Task item:
Copy, from the entries below, each line where the word "road" can be found.

Dataset items:
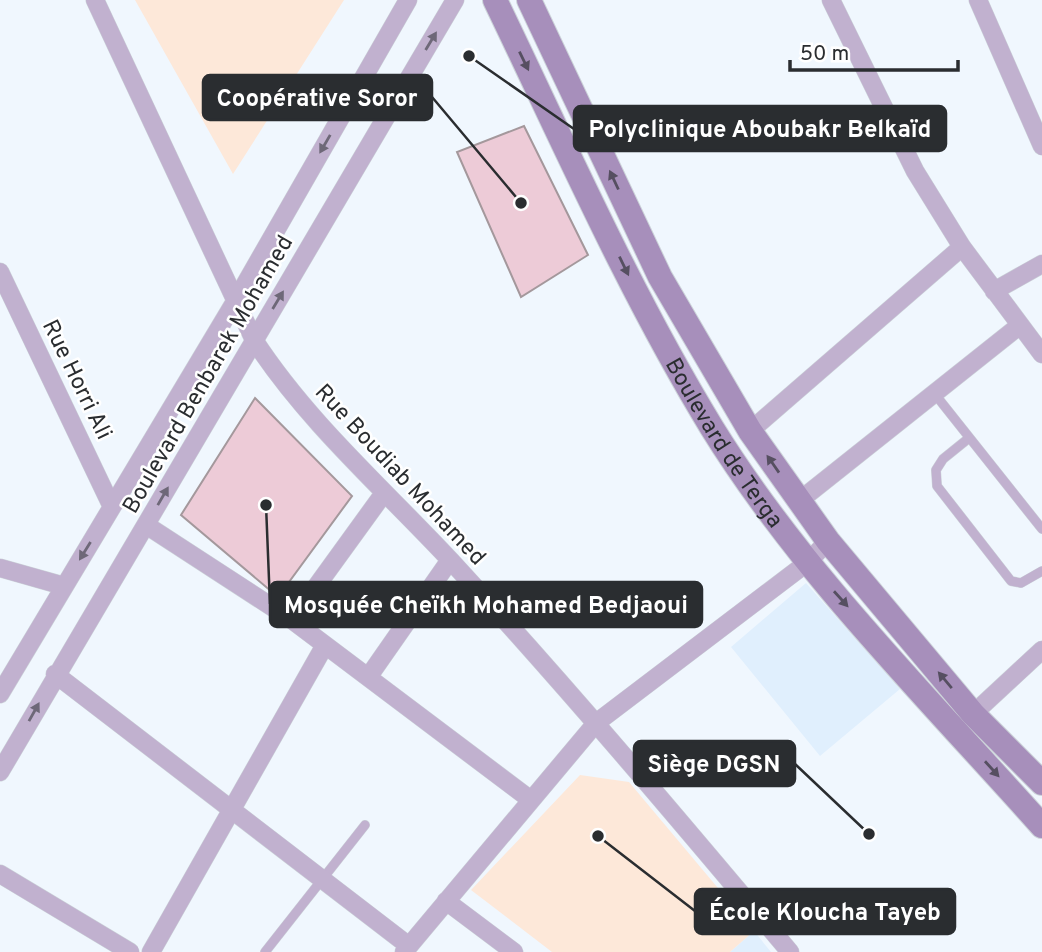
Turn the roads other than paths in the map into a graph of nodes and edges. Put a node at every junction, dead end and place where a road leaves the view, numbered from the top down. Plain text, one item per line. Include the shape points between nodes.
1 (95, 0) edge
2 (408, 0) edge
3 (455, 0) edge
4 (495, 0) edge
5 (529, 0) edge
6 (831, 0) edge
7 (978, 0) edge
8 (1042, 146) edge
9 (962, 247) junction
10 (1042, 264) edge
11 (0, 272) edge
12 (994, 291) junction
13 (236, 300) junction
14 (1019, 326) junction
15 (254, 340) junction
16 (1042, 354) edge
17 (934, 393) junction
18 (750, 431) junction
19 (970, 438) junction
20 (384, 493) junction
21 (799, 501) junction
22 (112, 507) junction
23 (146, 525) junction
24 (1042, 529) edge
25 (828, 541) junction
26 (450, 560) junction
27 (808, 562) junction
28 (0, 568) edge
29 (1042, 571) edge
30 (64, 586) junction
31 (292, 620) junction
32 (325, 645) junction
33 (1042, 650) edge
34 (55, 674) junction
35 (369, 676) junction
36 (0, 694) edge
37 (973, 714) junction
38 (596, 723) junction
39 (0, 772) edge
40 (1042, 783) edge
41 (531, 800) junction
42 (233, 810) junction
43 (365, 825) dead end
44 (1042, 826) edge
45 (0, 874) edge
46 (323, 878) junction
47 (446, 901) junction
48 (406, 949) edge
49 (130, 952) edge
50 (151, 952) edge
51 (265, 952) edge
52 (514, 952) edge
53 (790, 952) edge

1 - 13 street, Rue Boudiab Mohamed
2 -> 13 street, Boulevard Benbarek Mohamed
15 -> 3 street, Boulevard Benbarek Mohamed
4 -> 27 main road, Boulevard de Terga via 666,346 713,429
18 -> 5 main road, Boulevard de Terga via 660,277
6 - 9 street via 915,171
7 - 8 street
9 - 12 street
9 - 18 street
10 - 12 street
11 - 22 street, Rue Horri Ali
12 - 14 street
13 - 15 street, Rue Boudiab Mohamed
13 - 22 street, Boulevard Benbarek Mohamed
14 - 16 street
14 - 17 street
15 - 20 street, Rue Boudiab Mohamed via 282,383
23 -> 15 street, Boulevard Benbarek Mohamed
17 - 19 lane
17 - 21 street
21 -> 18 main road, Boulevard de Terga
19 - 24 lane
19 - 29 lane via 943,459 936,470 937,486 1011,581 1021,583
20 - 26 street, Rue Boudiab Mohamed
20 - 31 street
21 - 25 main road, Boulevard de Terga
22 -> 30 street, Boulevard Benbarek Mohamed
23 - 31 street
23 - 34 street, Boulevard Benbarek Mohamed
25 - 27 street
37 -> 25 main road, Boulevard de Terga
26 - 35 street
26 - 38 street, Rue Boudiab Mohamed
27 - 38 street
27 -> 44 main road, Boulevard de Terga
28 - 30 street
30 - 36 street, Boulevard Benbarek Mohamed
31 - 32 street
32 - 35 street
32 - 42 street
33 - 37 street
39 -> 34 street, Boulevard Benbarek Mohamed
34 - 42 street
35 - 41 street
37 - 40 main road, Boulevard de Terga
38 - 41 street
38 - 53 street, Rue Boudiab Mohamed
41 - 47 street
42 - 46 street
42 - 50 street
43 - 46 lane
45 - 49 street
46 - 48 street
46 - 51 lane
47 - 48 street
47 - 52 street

Exercise output:
Turn the roads other than paths in the map into a graph of nodes and edges. Put a node at every junction, dead end and place where a road leaves the view, numbered from the top down. Plain text, one item per line. Include the shape points between nodes.
4 -> 27 main road, Boulevard de Terga via 666,346 713,429
18 -> 5 main road, Boulevard de Terga via 660,277
21 -> 18 main road, Boulevard de Terga
21 - 25 main road, Boulevard de Terga
37 -> 25 main road, Boulevard de Terga
27 -> 44 main road, Boulevard de Terga
37 - 40 main road, Boulevard de Terga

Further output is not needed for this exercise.